TASK BRIEF:
Every line with "Boulevard" in it should be copied from the data.

DATASET RECORDS:
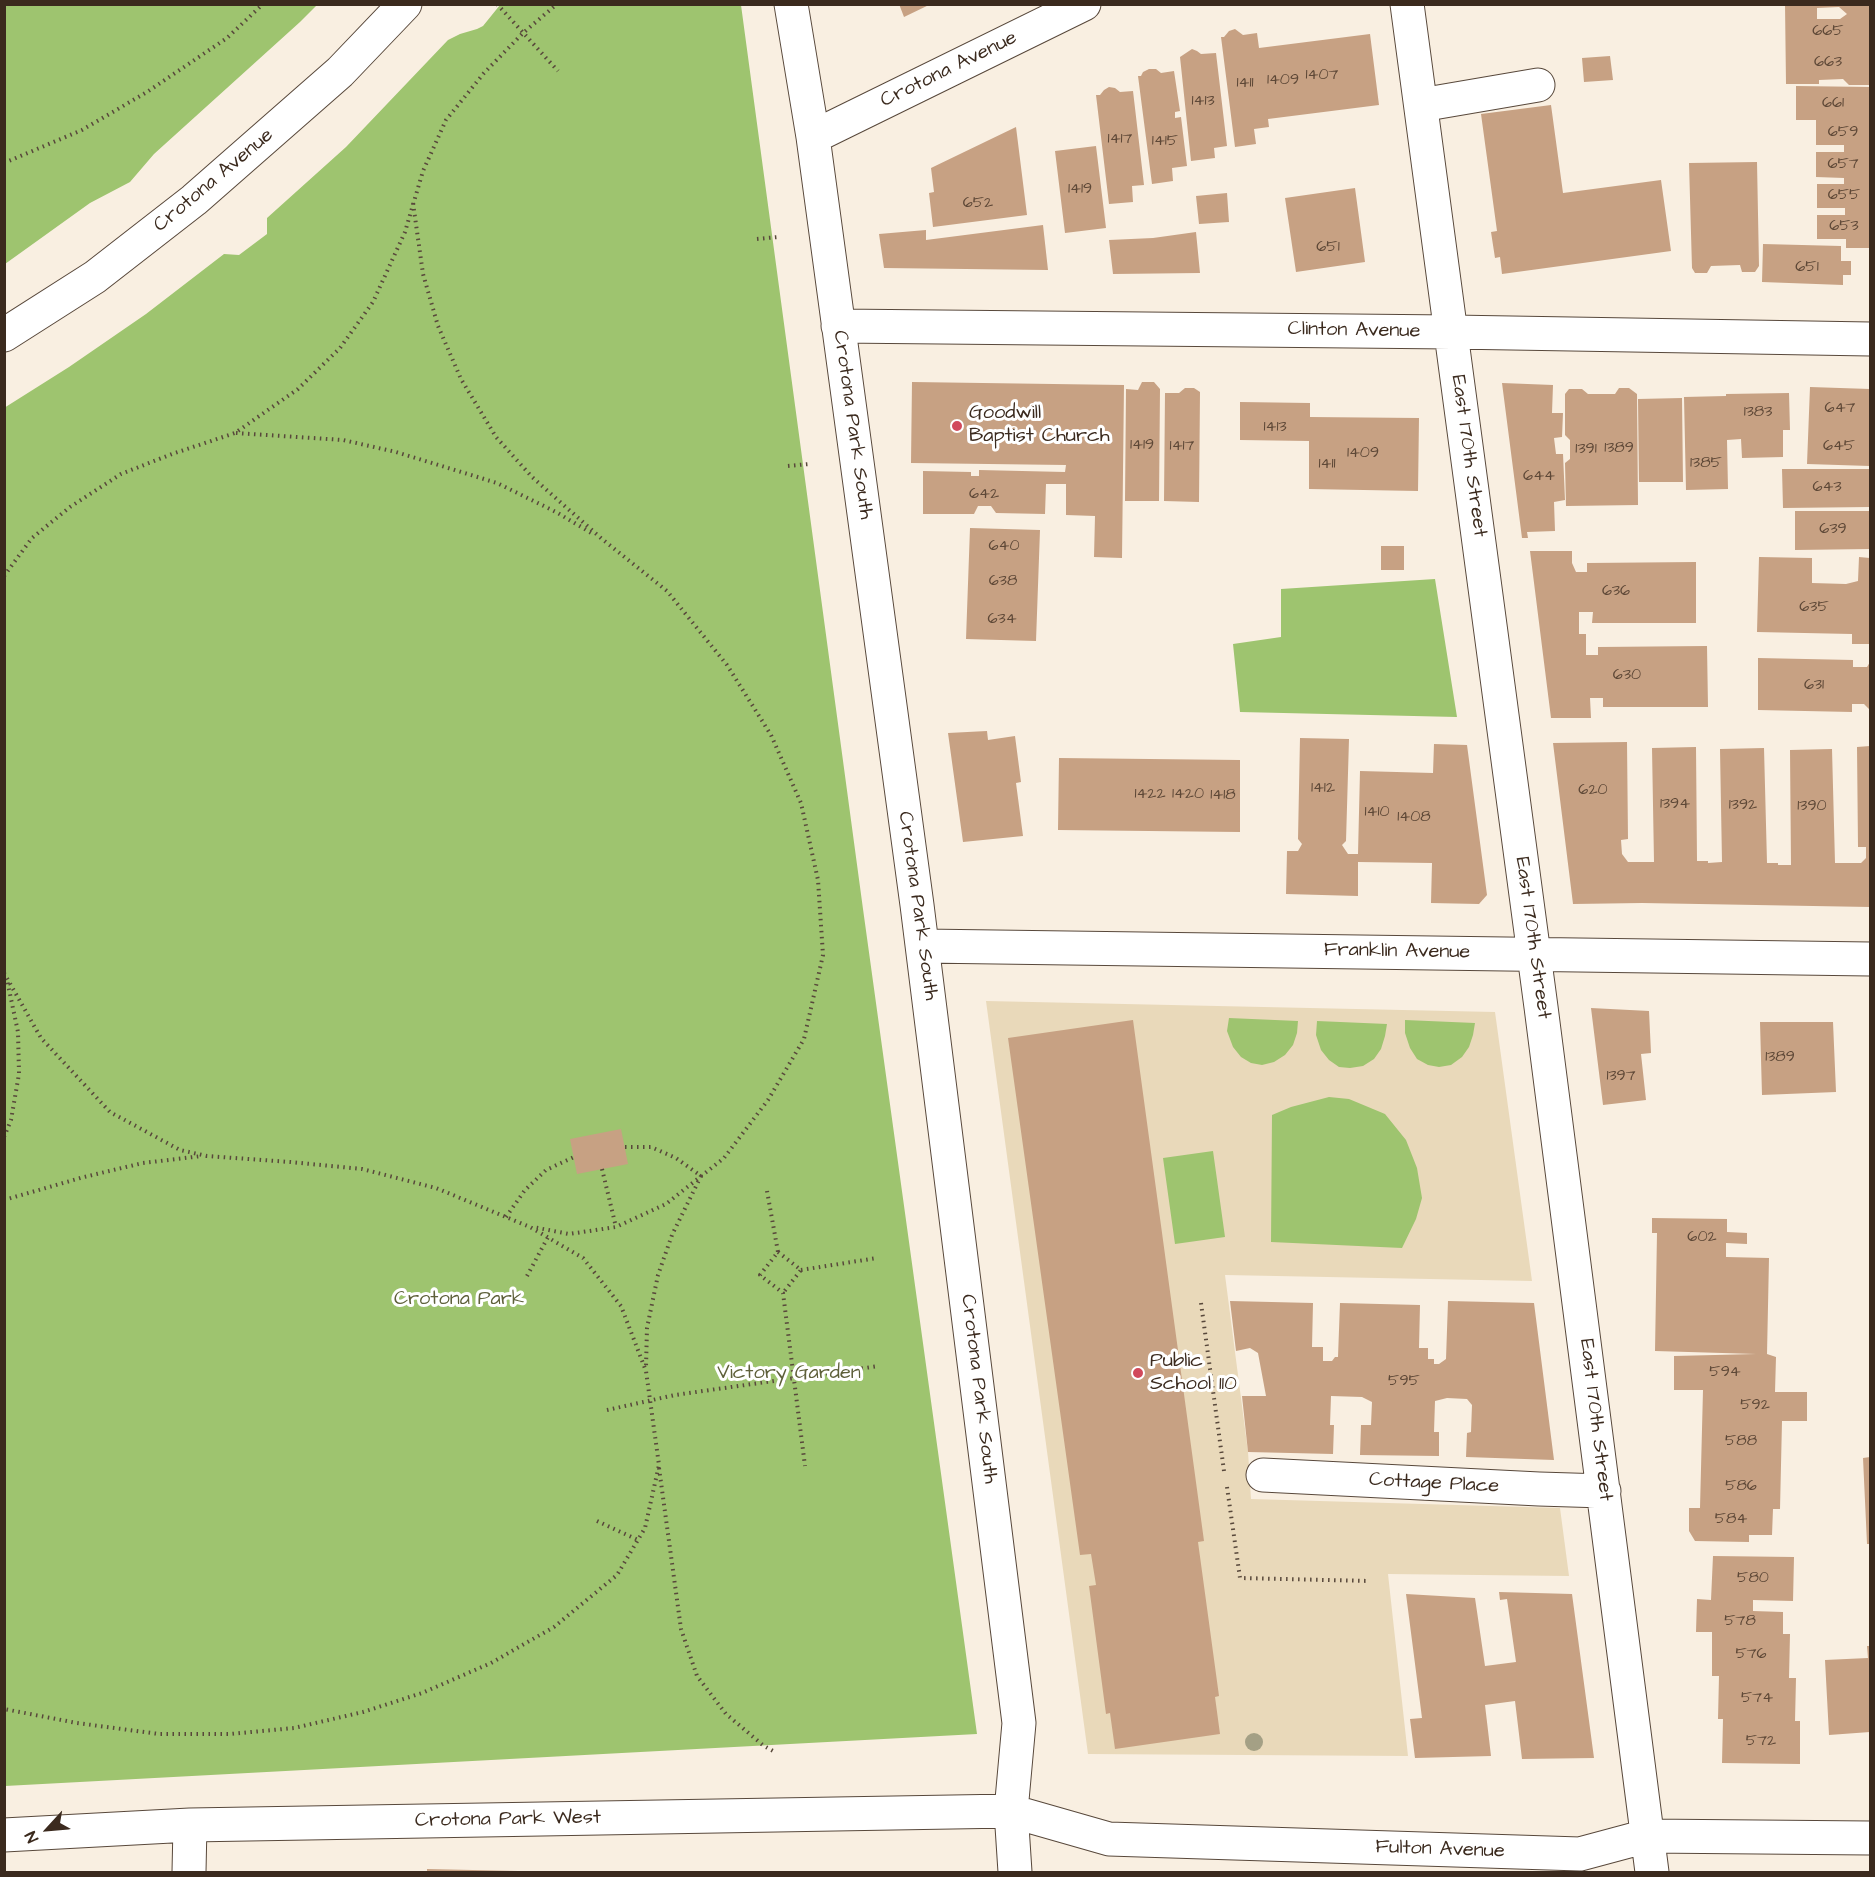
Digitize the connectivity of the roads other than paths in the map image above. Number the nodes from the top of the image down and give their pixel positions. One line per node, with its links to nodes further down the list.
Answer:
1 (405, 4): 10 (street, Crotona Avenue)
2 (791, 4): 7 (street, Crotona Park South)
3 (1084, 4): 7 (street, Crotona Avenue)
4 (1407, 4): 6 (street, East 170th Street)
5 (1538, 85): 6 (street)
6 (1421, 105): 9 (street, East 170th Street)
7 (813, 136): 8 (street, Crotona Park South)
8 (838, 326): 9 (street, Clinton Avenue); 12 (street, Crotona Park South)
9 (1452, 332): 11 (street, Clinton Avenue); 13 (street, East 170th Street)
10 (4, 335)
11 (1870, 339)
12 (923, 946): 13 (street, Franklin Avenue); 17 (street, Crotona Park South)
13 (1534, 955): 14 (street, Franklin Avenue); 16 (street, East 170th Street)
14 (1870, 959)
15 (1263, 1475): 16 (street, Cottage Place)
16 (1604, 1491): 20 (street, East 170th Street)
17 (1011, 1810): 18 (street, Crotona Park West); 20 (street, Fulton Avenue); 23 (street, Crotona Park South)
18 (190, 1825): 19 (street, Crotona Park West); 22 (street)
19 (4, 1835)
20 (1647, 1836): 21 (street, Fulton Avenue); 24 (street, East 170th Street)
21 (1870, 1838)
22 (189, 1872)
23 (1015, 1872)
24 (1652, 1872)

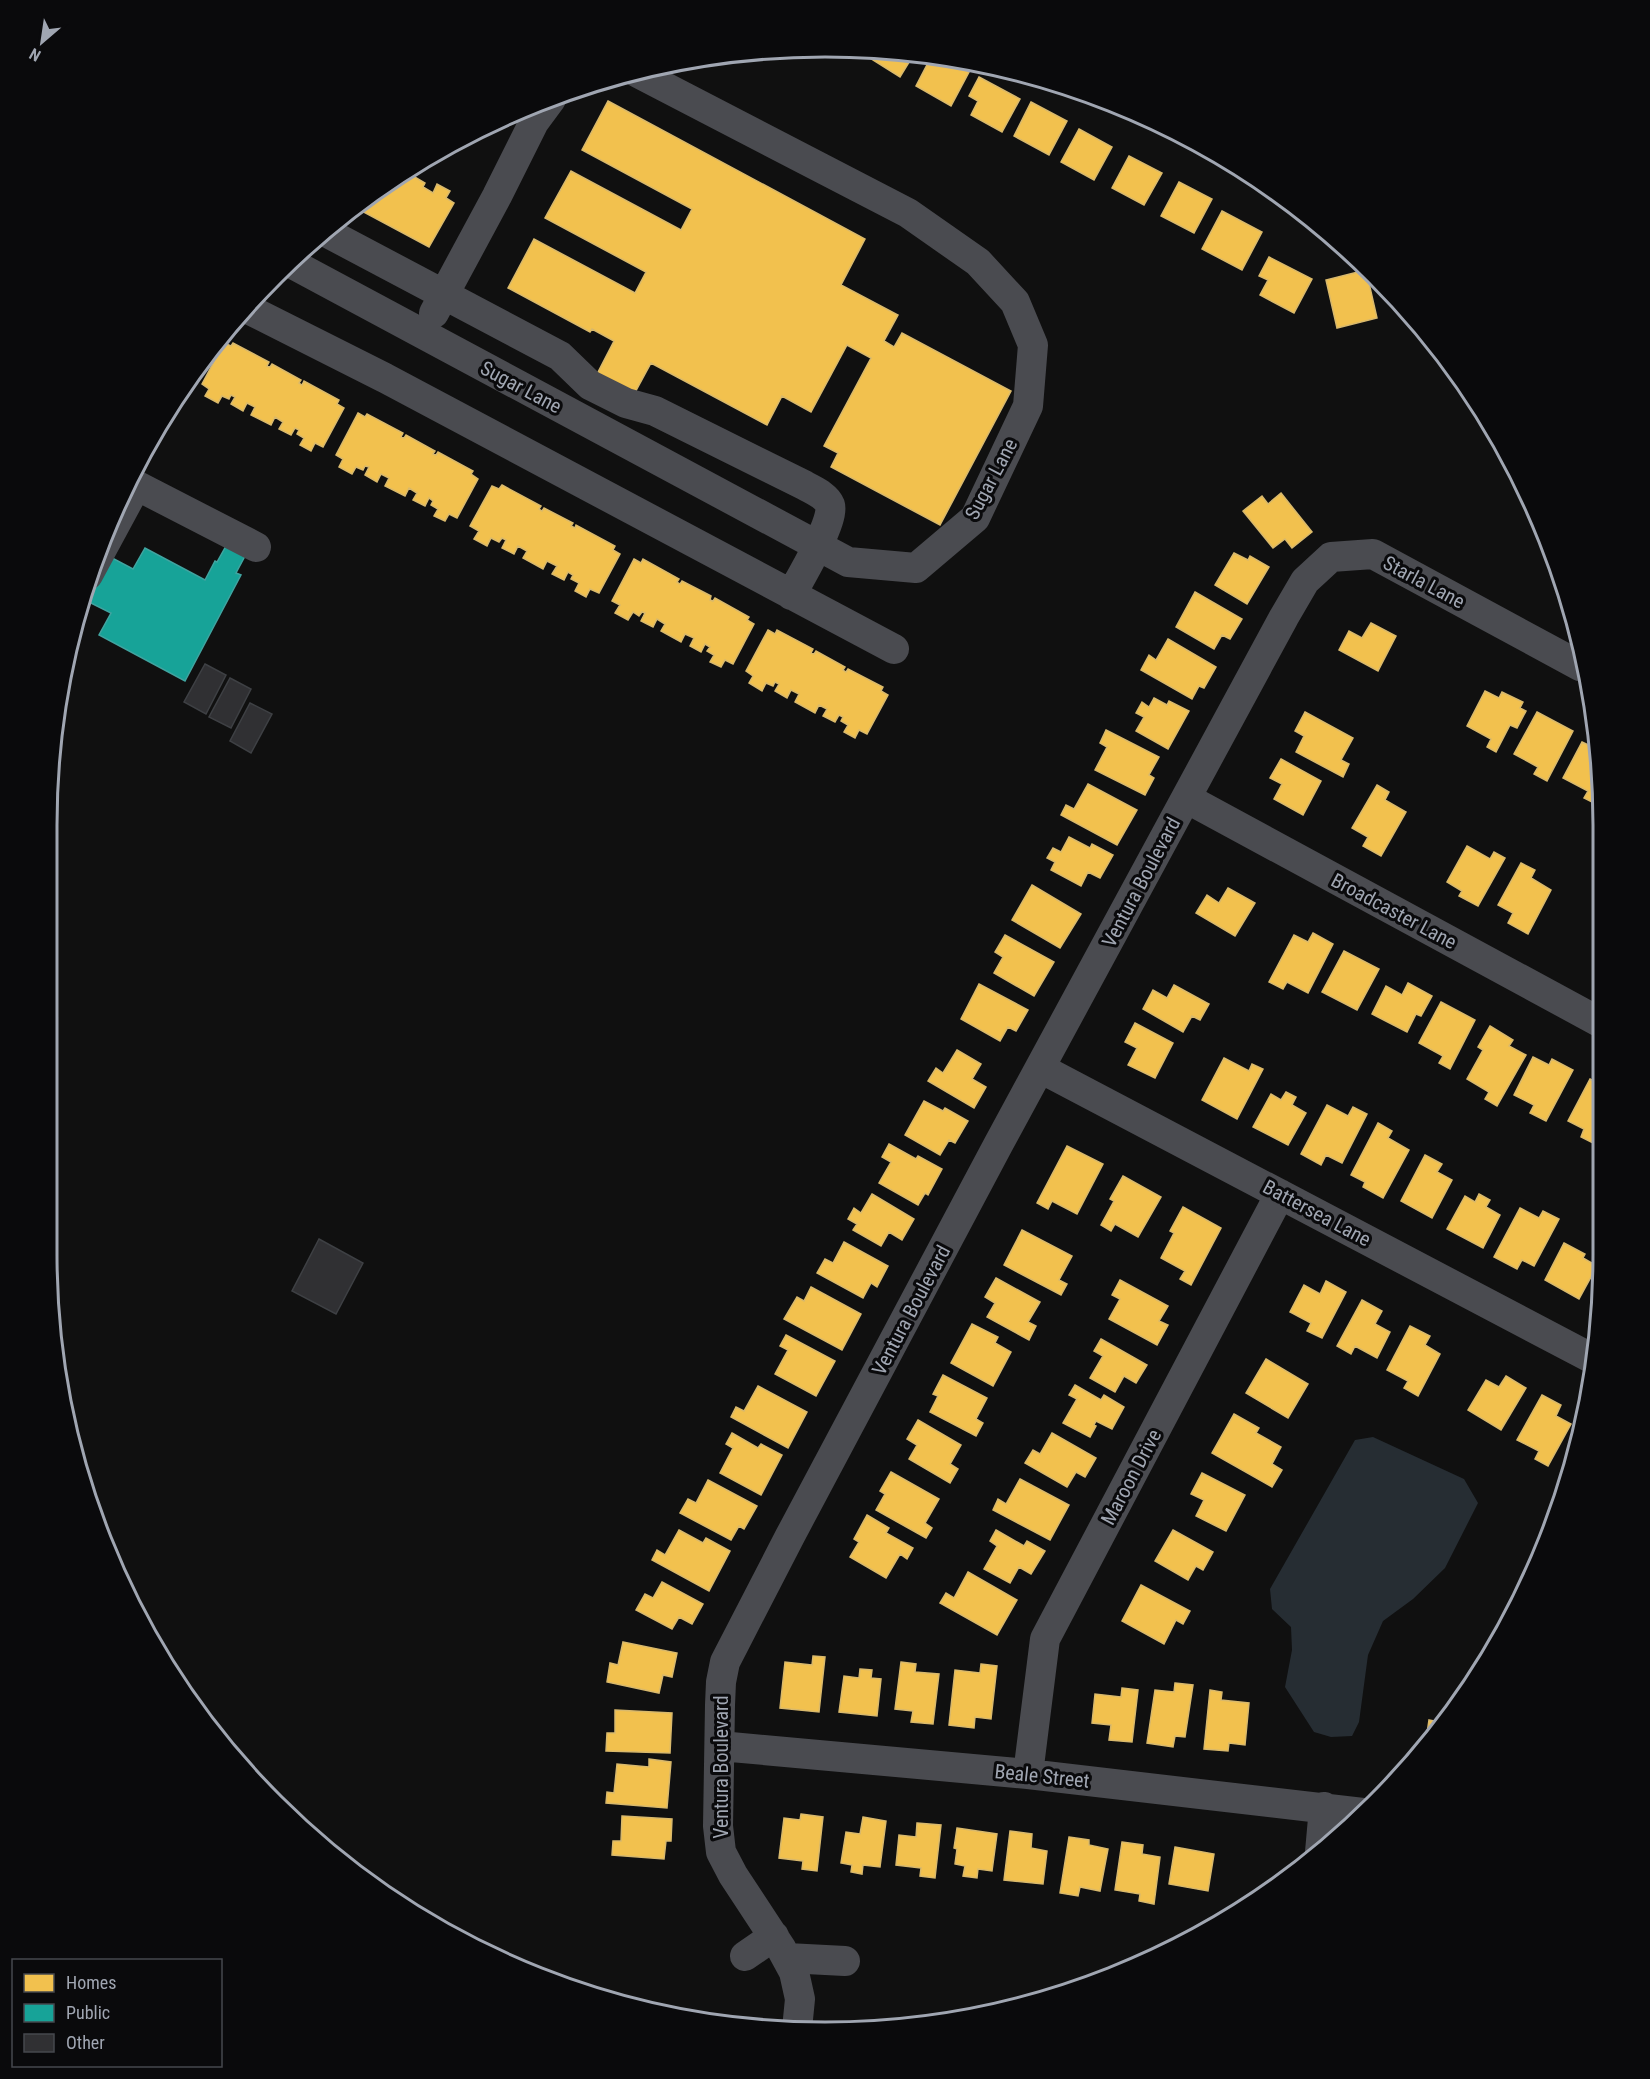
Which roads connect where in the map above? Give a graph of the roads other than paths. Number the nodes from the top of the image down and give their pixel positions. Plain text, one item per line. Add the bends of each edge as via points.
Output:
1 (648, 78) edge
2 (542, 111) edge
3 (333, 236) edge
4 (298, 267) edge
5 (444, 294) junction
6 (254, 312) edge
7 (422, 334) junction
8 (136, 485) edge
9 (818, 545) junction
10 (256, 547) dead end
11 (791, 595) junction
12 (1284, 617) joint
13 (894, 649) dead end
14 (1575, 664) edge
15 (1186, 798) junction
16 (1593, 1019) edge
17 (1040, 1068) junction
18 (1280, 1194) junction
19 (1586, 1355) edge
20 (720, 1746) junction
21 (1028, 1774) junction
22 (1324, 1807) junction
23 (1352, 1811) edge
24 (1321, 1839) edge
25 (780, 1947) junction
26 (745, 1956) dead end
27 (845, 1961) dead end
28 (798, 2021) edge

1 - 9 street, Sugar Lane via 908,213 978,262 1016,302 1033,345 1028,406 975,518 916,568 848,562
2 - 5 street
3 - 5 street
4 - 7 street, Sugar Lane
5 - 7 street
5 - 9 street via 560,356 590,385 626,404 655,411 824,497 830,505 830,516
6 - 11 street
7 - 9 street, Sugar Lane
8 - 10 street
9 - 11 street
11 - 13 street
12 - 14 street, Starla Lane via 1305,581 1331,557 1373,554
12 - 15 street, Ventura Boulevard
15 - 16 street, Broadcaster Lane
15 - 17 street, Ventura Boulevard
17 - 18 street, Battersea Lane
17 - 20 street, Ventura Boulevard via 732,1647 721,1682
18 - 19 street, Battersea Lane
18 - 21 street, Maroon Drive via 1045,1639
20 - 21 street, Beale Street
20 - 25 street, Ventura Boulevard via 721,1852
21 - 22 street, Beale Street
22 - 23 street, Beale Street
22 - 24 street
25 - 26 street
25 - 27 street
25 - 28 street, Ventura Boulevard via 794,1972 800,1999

RESULT OF THE EXERCISE:
12 - 15 street, Ventura Boulevard
15 - 17 street, Ventura Boulevard
17 - 20 street, Ventura Boulevard via 732,1647 721,1682
20 - 25 street, Ventura Boulevard via 721,1852
25 - 28 street, Ventura Boulevard via 794,1972 800,1999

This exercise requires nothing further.